◆ Data for review ◆
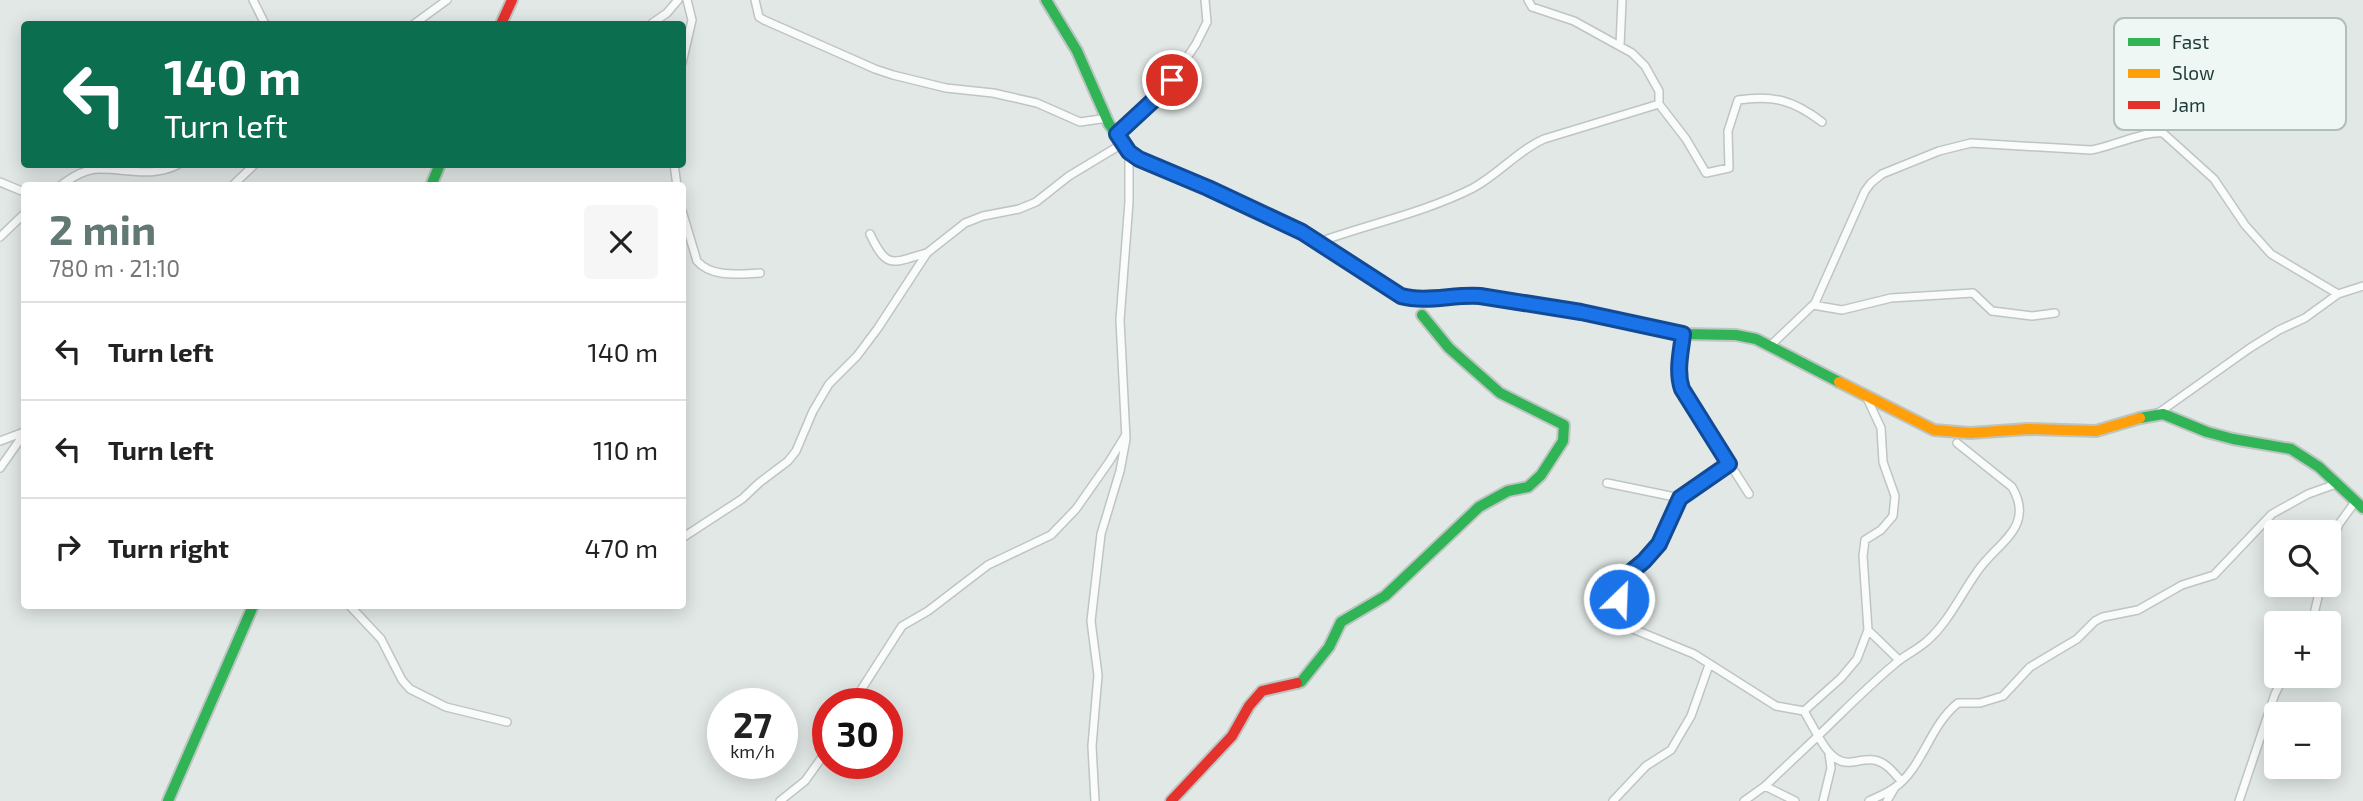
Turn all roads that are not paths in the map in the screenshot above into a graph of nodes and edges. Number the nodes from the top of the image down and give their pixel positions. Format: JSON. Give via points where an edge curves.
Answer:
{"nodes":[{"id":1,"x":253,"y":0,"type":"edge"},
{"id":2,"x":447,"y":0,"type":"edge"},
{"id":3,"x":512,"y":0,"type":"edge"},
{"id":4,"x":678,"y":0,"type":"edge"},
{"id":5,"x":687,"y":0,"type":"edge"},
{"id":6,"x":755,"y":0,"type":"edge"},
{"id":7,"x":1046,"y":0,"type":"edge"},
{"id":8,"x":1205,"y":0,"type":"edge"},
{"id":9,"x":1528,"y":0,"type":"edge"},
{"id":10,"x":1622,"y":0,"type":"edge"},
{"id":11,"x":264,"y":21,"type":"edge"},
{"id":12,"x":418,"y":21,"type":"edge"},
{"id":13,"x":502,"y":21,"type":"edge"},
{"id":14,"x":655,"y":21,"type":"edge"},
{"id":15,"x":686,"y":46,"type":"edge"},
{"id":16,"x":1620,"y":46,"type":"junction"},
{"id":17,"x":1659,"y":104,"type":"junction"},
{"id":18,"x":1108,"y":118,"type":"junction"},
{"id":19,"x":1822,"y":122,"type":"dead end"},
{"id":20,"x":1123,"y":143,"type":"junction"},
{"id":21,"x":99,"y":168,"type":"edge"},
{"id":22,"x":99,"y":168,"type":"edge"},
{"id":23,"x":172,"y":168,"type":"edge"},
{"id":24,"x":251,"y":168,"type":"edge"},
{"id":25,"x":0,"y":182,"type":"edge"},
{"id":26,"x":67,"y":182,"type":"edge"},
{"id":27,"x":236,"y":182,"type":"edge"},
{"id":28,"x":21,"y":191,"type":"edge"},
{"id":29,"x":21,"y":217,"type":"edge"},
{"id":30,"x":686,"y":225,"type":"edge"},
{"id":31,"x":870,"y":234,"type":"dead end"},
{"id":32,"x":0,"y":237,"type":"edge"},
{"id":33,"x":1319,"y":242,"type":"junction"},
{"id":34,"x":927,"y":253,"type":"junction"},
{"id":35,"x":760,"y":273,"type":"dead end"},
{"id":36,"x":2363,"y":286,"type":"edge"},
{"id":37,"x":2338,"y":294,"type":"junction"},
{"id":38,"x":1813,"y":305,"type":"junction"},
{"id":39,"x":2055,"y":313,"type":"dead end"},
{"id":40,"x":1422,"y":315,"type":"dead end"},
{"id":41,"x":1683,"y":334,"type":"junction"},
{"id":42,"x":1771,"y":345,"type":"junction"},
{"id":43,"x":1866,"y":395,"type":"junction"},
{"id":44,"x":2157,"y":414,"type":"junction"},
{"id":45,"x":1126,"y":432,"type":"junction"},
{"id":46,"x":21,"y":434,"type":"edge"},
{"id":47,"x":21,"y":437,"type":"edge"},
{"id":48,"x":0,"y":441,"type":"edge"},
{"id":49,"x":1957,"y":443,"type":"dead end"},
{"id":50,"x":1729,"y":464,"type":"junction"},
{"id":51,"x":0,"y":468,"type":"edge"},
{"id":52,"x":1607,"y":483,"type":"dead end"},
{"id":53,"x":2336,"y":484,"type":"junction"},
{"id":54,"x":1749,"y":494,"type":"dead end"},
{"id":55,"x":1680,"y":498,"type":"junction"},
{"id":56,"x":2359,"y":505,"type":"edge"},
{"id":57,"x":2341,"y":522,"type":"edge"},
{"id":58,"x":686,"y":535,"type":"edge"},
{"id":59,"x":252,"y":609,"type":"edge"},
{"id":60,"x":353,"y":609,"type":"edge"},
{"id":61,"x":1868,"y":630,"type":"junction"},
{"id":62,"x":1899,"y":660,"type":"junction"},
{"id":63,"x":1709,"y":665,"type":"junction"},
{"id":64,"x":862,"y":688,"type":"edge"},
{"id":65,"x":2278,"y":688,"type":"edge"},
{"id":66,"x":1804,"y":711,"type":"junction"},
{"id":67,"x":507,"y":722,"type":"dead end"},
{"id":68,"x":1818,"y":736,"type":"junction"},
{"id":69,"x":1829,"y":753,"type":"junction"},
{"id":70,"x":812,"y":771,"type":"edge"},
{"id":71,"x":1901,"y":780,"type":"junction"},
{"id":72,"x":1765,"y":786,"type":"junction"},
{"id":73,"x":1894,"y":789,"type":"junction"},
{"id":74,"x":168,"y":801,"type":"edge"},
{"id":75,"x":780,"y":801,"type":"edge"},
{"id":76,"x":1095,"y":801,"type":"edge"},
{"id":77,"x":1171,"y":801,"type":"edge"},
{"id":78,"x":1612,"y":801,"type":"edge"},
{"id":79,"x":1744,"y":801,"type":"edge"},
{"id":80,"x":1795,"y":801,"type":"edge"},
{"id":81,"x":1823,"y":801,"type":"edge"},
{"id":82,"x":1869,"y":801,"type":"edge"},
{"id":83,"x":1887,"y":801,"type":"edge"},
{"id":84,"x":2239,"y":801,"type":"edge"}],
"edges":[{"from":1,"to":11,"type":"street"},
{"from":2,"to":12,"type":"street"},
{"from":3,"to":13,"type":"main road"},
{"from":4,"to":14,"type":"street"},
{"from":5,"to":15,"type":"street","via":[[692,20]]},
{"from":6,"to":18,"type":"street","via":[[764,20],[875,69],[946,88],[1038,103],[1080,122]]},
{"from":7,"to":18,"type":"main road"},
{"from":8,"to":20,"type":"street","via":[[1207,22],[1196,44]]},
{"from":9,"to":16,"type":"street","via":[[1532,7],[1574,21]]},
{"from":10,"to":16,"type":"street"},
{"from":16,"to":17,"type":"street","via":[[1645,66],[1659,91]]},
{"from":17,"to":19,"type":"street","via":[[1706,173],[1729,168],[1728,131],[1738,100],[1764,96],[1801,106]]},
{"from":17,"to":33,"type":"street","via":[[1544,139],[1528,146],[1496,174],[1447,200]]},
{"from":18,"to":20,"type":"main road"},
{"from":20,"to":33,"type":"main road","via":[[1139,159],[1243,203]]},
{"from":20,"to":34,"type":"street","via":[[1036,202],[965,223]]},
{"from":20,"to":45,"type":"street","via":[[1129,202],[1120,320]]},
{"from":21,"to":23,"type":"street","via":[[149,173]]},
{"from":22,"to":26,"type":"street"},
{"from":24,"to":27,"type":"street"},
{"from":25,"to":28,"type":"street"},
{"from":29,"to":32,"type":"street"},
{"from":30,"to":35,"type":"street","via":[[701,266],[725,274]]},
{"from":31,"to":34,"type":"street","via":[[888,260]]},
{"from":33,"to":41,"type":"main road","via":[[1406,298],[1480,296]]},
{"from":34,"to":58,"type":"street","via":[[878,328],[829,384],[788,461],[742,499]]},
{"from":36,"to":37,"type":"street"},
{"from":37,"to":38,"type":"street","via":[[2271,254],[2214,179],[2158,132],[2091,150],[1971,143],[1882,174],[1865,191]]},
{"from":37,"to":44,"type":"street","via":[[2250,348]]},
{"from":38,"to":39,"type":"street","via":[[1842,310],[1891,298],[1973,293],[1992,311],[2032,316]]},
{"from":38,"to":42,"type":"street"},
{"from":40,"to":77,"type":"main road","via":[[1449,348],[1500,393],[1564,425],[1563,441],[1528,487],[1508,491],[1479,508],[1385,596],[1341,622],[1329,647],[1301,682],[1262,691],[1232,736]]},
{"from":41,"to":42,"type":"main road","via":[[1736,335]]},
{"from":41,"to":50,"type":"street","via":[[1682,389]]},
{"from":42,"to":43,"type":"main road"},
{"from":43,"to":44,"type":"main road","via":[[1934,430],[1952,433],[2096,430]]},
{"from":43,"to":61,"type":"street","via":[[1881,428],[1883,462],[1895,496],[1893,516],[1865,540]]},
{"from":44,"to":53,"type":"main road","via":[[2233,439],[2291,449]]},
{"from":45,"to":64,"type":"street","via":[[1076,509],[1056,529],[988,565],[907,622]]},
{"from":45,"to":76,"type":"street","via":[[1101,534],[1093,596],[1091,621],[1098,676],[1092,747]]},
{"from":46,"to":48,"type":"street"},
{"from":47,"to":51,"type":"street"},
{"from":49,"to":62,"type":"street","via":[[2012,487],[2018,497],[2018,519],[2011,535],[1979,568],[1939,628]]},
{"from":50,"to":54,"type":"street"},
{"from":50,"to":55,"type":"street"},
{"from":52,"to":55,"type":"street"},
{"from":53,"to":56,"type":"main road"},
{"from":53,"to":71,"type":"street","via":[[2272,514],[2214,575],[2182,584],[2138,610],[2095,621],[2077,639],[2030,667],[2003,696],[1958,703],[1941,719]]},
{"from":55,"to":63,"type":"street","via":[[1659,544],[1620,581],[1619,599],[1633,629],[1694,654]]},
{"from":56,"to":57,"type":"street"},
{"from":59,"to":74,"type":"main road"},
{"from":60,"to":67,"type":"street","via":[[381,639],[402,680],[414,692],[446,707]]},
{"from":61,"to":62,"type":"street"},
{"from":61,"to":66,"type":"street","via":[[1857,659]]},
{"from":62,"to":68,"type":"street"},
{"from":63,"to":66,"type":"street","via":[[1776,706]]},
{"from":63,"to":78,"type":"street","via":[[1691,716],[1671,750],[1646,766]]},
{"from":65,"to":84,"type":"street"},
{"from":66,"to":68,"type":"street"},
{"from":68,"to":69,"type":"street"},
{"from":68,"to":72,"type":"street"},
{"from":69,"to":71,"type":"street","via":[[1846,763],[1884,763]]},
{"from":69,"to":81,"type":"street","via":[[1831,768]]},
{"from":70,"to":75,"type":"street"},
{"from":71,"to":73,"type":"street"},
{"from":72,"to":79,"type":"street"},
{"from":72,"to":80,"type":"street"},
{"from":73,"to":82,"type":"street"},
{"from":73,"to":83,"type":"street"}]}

◆ Problem details ◆
Using the data above, say how many lines include "main". No other reply is needed.

◆ Your response ◆
12